(RECORDS FOR THE EXERCISE)

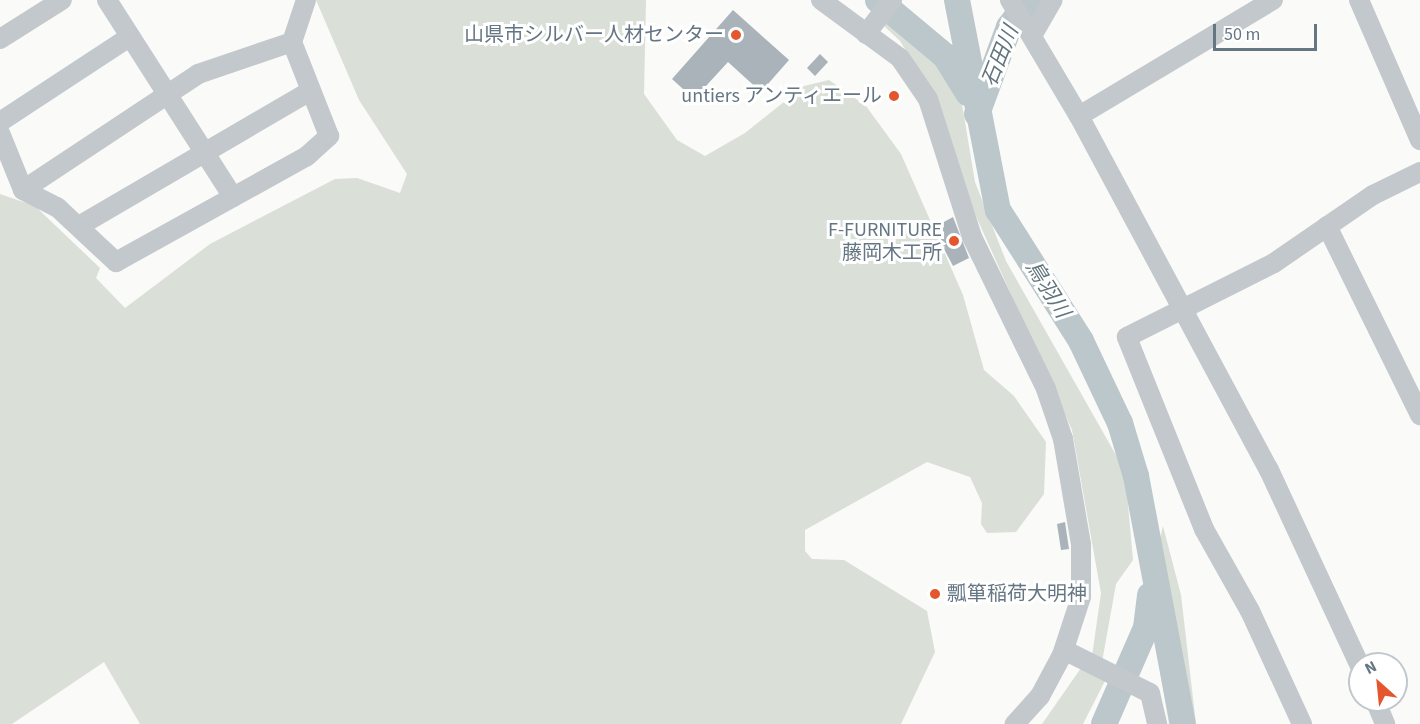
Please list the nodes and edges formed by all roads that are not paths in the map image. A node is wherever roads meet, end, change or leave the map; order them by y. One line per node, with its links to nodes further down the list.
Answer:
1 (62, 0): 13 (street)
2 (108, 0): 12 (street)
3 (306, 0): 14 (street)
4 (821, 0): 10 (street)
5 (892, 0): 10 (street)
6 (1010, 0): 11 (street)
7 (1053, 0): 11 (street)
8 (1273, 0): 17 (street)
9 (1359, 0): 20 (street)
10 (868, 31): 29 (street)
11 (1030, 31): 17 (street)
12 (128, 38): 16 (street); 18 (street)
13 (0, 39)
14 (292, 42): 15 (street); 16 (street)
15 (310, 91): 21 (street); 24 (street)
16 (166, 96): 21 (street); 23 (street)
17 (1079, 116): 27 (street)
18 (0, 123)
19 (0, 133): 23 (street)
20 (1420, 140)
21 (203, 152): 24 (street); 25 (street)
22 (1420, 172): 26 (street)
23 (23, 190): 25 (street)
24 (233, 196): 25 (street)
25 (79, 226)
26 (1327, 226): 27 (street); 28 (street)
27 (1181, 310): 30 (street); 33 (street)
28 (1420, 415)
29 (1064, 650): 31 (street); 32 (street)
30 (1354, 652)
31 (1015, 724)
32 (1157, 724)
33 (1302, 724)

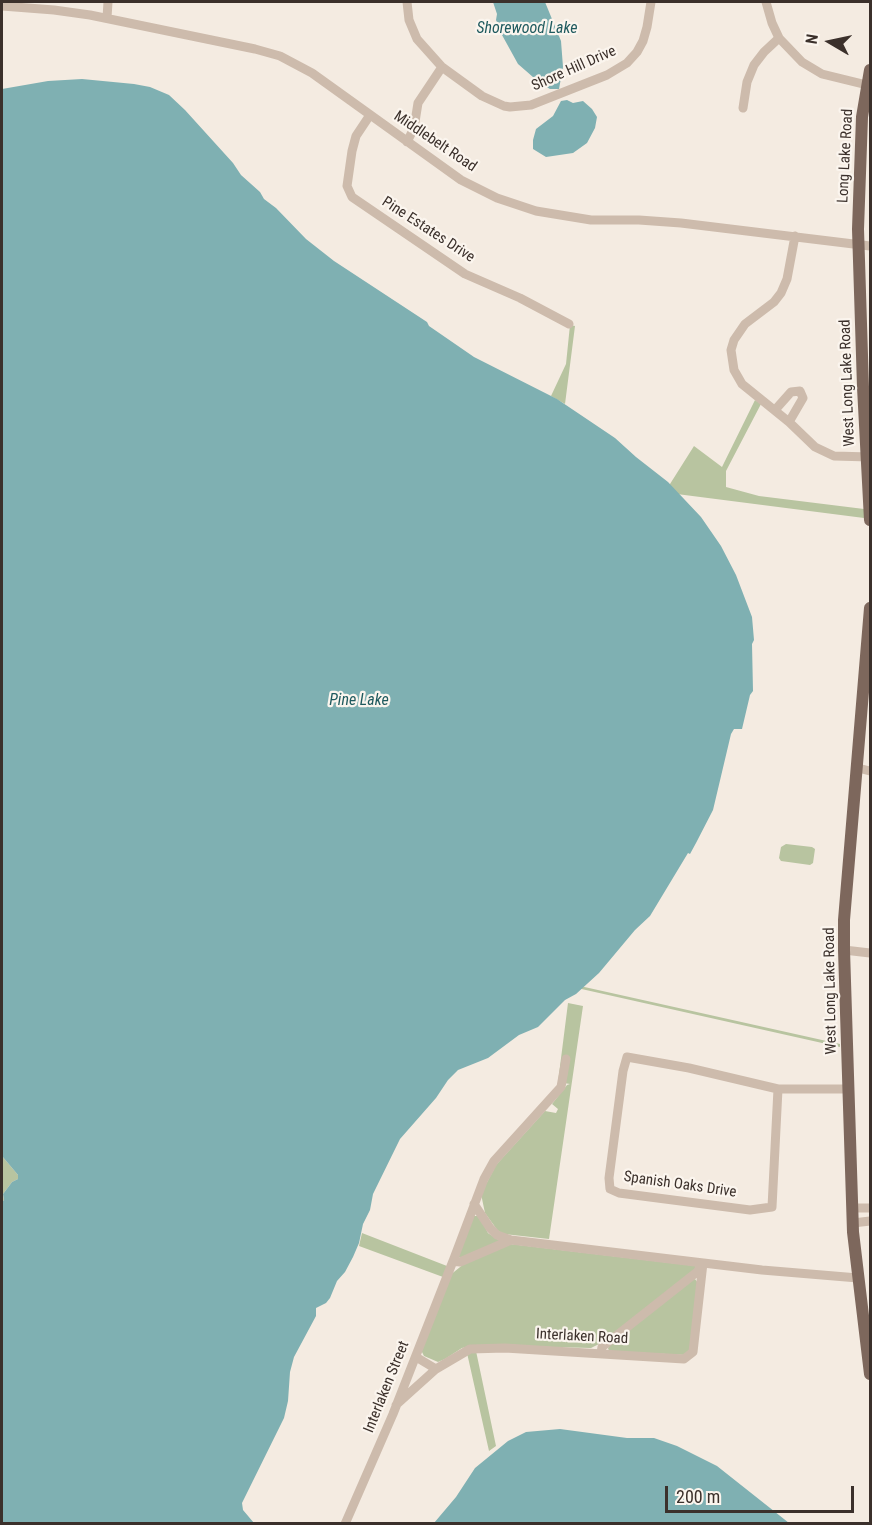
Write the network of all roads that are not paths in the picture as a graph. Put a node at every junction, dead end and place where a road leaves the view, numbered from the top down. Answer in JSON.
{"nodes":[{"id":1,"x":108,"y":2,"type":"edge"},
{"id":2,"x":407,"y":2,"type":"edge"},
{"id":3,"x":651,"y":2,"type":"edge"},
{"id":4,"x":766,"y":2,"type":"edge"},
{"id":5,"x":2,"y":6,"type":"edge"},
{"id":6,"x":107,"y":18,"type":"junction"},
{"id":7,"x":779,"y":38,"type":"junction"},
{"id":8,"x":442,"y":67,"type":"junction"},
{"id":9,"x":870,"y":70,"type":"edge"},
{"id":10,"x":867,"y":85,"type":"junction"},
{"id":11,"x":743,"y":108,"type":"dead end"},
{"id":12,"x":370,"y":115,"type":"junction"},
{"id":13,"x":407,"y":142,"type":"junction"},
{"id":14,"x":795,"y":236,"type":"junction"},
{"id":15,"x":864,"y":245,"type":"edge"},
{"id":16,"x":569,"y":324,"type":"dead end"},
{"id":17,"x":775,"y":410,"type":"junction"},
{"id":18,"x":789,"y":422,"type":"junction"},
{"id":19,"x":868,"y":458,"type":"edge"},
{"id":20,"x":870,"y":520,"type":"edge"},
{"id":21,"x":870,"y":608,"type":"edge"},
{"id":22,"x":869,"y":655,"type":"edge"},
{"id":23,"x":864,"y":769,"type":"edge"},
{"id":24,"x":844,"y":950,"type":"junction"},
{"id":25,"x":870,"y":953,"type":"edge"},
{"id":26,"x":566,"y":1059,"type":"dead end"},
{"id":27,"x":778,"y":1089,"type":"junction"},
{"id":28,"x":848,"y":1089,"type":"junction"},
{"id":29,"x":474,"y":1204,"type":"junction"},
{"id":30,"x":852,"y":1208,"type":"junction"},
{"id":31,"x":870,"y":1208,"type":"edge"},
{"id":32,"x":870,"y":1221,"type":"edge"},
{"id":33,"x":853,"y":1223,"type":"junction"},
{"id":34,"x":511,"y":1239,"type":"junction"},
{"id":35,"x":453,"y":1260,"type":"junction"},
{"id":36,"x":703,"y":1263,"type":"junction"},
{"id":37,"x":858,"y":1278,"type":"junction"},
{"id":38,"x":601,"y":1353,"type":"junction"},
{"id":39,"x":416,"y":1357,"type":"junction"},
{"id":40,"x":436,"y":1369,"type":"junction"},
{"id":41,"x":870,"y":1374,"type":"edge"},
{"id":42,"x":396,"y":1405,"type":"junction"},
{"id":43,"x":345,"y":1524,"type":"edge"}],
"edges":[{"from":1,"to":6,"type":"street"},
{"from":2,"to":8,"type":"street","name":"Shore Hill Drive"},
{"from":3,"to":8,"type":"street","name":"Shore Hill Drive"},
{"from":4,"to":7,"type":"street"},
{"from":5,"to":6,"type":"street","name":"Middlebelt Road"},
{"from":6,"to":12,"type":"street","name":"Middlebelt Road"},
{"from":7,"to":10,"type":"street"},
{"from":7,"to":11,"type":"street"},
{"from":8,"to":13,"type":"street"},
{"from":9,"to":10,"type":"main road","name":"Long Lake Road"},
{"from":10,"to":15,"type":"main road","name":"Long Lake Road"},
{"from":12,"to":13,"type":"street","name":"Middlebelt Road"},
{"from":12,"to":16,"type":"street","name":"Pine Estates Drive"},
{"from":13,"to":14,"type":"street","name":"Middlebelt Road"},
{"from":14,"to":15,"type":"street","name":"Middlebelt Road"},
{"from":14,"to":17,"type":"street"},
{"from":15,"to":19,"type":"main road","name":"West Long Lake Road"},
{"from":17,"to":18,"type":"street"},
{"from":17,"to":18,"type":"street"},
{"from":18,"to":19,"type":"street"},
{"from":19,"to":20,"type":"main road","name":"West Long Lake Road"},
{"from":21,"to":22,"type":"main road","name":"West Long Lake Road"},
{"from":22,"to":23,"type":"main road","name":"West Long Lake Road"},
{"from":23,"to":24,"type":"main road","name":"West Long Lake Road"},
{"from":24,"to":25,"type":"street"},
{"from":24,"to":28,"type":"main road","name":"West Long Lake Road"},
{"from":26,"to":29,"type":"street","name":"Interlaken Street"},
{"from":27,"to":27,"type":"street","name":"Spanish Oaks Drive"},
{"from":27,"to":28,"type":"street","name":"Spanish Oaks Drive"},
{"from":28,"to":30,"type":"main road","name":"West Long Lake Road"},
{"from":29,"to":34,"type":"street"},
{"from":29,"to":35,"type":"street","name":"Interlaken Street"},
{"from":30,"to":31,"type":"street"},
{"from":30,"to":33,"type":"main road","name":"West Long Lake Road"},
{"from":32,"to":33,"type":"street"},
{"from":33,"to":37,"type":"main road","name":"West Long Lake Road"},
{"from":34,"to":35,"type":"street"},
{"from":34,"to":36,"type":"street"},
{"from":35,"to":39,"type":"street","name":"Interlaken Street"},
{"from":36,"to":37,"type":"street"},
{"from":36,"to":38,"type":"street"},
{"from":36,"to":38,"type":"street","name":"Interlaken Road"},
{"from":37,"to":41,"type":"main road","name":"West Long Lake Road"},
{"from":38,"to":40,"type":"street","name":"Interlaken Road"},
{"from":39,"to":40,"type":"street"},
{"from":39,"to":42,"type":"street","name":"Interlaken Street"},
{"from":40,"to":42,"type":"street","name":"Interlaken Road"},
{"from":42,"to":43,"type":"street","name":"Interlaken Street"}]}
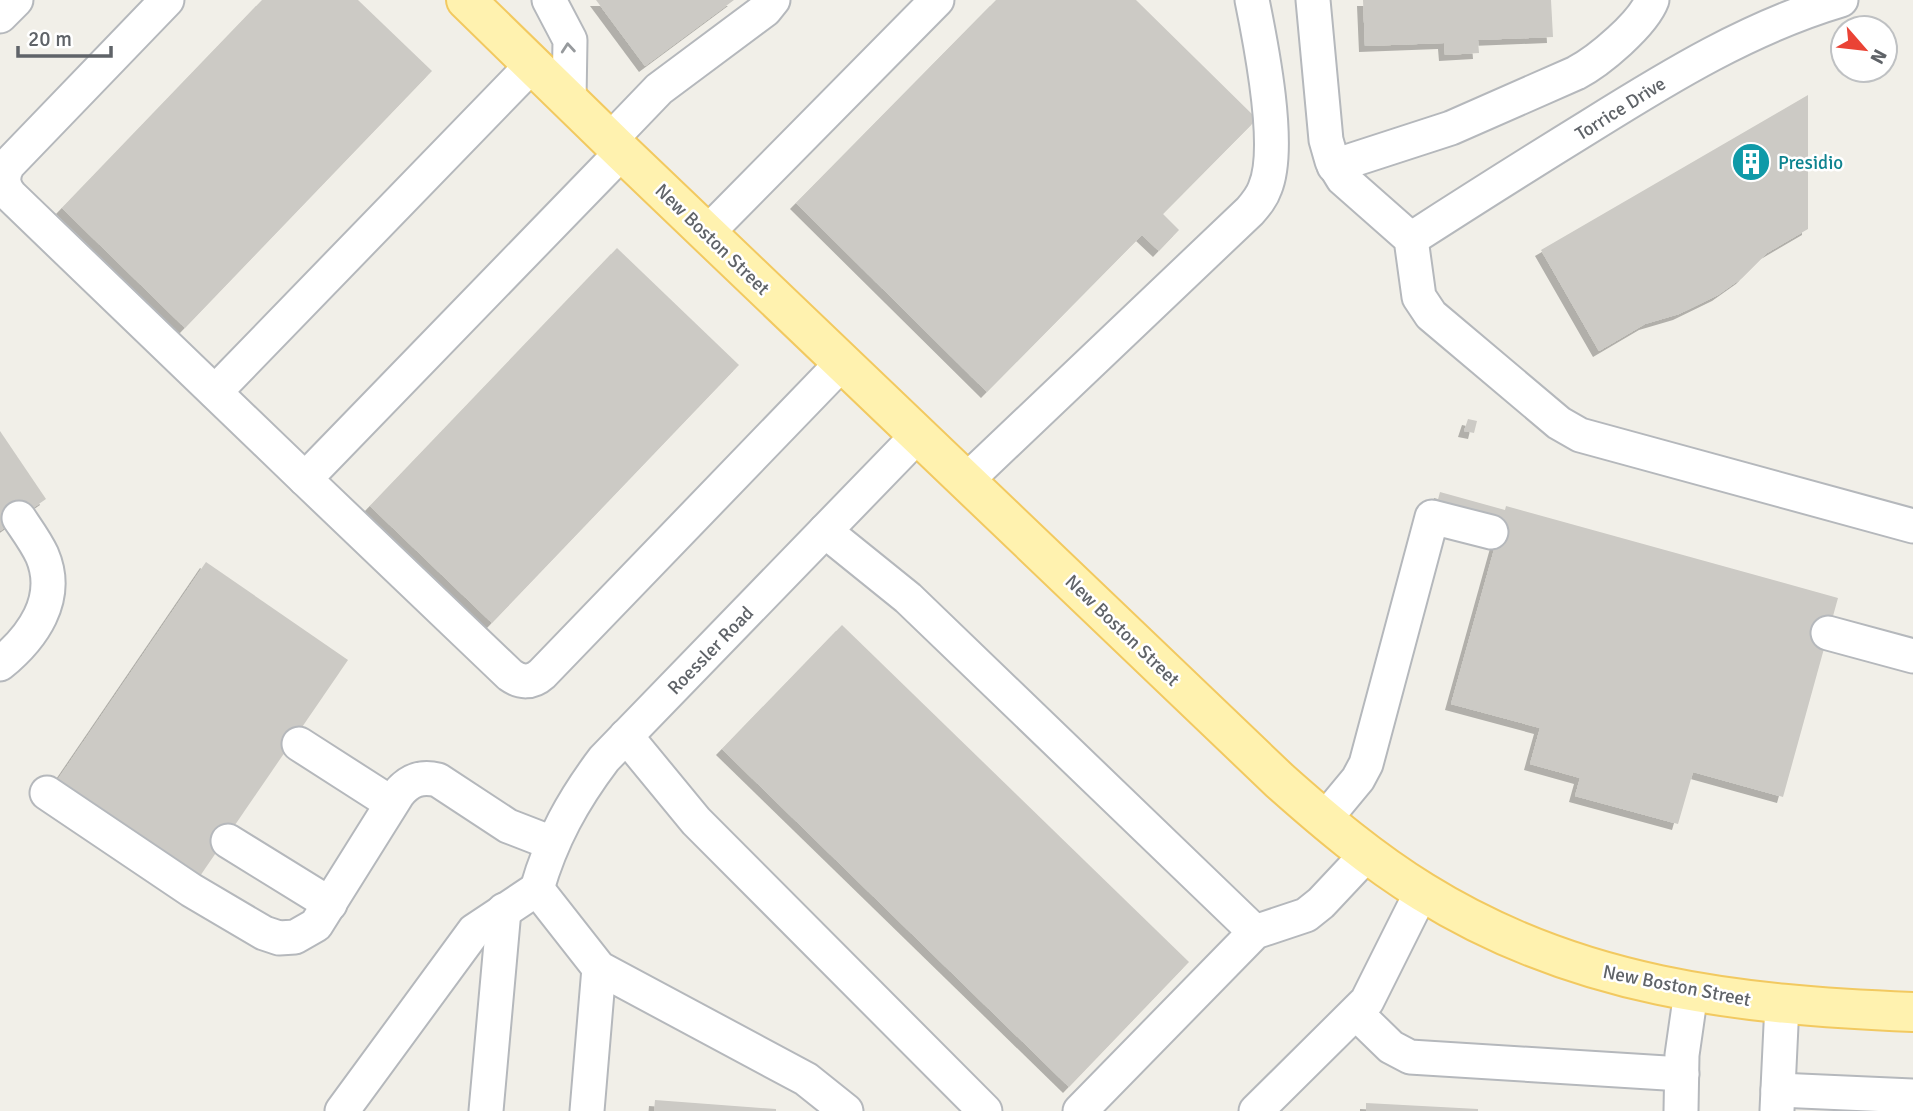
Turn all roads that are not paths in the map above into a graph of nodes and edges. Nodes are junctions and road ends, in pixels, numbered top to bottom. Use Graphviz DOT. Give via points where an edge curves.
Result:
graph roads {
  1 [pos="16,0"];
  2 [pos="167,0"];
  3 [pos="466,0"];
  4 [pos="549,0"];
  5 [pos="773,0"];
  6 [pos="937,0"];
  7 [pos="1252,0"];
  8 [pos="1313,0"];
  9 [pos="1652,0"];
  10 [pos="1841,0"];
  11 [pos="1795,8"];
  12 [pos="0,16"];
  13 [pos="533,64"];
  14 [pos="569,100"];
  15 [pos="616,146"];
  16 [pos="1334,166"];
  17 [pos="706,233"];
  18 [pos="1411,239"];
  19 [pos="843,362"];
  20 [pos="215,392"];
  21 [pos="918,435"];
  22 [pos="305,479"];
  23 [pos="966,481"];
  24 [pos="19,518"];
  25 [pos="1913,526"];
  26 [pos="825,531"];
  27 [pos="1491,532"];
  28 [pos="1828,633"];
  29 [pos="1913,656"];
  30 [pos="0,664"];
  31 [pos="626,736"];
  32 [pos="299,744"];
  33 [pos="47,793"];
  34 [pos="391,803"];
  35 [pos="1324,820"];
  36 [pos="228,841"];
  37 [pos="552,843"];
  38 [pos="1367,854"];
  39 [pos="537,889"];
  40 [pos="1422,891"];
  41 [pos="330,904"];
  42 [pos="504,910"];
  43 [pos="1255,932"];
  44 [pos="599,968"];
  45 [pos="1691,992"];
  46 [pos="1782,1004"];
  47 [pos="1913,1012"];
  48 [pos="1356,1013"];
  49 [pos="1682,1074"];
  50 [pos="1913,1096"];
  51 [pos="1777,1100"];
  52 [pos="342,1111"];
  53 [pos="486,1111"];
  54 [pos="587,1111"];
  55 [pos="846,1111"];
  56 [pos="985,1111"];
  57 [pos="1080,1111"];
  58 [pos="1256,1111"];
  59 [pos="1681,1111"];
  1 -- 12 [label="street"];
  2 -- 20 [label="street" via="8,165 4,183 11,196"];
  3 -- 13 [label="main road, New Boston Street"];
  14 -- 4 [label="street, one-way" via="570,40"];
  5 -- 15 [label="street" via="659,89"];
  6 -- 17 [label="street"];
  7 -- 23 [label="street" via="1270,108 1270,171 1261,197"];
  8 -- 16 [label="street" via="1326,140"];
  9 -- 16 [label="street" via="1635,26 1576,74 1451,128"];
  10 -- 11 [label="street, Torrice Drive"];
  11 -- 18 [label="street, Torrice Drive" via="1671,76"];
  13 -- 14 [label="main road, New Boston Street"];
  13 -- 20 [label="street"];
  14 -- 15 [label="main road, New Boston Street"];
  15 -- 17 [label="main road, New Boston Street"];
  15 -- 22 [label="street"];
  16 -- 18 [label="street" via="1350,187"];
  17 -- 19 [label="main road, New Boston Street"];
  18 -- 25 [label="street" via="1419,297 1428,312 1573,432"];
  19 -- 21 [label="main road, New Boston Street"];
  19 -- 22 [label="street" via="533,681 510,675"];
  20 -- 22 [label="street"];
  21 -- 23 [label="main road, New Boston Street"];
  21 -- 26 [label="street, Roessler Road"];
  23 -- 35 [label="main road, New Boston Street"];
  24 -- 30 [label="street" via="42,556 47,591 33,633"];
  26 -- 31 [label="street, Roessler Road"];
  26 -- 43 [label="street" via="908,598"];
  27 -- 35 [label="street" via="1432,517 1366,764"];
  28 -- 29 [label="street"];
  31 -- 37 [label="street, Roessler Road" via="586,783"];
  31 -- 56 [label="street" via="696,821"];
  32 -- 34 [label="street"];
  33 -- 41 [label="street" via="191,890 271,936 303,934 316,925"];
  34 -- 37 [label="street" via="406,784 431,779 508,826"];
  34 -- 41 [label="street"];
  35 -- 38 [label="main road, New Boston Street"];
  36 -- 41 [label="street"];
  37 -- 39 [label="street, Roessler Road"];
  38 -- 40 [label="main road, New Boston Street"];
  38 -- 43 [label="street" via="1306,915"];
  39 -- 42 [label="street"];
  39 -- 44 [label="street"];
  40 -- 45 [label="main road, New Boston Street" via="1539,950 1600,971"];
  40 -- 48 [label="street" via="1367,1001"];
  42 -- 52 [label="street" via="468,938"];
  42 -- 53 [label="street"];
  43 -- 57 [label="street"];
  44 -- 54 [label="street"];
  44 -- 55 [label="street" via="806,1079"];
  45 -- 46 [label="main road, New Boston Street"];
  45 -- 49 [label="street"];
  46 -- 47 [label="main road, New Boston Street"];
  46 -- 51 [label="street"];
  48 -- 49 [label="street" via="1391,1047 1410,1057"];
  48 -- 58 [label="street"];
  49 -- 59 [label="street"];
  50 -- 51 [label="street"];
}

(End RECORDS FOR THE EXERCISE)

> **EXERCISE INSTRUCTIONS**:
Give only the count of lines in the data that include the string "Answer".

> **YOUR SOLUTION**:
2